- Work to be completed: Pick out the lines below that contain the string "between" and copy them all.
......
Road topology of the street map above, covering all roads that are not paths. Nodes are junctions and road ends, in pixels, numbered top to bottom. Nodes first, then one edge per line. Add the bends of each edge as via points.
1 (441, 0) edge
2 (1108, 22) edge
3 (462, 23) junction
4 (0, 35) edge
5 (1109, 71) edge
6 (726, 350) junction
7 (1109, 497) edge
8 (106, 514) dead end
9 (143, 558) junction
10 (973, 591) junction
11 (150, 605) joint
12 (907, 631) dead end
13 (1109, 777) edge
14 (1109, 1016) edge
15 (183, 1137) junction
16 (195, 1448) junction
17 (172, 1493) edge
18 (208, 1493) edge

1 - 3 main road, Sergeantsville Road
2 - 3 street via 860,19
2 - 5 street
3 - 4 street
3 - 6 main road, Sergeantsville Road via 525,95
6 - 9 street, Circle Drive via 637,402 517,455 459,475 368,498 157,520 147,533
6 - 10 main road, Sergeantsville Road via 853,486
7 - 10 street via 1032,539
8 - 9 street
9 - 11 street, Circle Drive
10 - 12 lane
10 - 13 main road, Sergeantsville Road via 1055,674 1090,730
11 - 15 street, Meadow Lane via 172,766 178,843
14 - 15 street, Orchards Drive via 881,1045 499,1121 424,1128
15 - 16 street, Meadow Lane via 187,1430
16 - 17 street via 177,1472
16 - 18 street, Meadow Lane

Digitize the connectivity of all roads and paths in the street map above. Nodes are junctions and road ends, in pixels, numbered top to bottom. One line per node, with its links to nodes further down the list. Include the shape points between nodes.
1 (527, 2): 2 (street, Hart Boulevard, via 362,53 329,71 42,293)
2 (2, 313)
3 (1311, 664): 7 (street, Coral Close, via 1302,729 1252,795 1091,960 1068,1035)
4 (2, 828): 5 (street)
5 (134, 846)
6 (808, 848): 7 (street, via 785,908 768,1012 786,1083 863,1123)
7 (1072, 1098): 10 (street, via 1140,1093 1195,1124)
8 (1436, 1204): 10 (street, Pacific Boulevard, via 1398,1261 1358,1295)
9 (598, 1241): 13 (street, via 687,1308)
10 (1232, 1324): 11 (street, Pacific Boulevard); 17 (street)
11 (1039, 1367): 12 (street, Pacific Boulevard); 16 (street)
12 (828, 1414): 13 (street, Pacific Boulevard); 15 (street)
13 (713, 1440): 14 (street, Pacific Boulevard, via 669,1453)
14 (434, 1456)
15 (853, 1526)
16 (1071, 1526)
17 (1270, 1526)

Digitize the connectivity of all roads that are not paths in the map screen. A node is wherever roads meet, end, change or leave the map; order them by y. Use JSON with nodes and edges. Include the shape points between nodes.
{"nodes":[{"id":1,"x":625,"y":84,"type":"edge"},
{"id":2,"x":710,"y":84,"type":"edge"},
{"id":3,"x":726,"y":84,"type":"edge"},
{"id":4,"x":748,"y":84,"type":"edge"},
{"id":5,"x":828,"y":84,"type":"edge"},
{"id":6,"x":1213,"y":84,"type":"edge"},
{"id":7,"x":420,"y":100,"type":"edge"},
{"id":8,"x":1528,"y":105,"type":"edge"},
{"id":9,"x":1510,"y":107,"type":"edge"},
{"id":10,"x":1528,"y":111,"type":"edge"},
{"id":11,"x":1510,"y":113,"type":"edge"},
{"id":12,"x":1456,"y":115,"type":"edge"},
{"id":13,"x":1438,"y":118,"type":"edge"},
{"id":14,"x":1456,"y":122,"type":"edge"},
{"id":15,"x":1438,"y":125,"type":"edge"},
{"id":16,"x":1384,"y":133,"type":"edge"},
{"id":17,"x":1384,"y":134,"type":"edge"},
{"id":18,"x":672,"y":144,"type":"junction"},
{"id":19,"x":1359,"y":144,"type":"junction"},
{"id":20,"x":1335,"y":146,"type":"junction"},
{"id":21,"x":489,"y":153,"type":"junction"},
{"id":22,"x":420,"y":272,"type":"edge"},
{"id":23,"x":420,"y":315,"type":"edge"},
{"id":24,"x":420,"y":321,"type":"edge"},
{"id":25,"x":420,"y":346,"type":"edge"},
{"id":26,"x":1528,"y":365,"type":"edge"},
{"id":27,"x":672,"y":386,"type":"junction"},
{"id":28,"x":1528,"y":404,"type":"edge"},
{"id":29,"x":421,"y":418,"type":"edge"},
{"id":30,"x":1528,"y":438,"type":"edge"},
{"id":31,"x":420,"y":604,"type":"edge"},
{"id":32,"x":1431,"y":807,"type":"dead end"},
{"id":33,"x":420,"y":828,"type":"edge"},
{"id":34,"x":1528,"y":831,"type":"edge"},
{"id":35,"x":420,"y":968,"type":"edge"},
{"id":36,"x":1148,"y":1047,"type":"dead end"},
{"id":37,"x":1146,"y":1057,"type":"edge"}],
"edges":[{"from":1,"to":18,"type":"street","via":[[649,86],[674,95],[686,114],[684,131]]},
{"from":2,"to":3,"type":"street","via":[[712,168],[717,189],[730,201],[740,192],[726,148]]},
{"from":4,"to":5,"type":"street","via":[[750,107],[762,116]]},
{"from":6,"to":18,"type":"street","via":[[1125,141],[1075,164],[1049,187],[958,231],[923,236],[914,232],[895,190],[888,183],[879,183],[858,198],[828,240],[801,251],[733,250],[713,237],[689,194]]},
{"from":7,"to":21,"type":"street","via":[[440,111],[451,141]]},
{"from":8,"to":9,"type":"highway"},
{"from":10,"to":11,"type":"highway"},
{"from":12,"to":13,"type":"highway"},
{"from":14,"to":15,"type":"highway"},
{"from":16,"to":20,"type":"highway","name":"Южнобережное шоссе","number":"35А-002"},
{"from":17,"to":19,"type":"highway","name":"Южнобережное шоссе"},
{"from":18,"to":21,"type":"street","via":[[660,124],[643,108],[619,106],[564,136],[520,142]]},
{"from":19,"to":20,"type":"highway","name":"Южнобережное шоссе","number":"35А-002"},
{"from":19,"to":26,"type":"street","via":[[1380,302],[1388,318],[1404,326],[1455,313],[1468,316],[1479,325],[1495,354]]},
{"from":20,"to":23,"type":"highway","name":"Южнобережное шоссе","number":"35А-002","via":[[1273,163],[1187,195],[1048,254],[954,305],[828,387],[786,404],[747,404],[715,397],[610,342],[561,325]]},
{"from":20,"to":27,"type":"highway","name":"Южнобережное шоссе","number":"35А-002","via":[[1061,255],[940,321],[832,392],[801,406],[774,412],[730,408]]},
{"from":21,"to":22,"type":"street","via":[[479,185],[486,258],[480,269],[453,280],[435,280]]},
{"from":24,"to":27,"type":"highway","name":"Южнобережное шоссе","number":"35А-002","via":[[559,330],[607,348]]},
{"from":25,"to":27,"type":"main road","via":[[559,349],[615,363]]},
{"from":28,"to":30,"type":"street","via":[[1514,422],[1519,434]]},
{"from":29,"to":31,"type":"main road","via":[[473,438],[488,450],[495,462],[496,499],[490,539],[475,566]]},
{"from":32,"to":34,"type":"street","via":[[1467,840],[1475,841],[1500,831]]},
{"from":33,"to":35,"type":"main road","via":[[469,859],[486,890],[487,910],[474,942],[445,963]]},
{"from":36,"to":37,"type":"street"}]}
......
- Finished task:
Digitize the connectivity of all roads and paths in the street map above. Nodes are junctions and road ends, in pixels, numbered top to bottom. One line per node, with its links to nodes further down the list. Include the shape points between nodes.
Digitize the connectivity of all roads that are not paths in the map screen. A node is wherever roads meet, end, change or leave the map; order them by y. Use JSON with nodes and edges. Include the shape points between nodes.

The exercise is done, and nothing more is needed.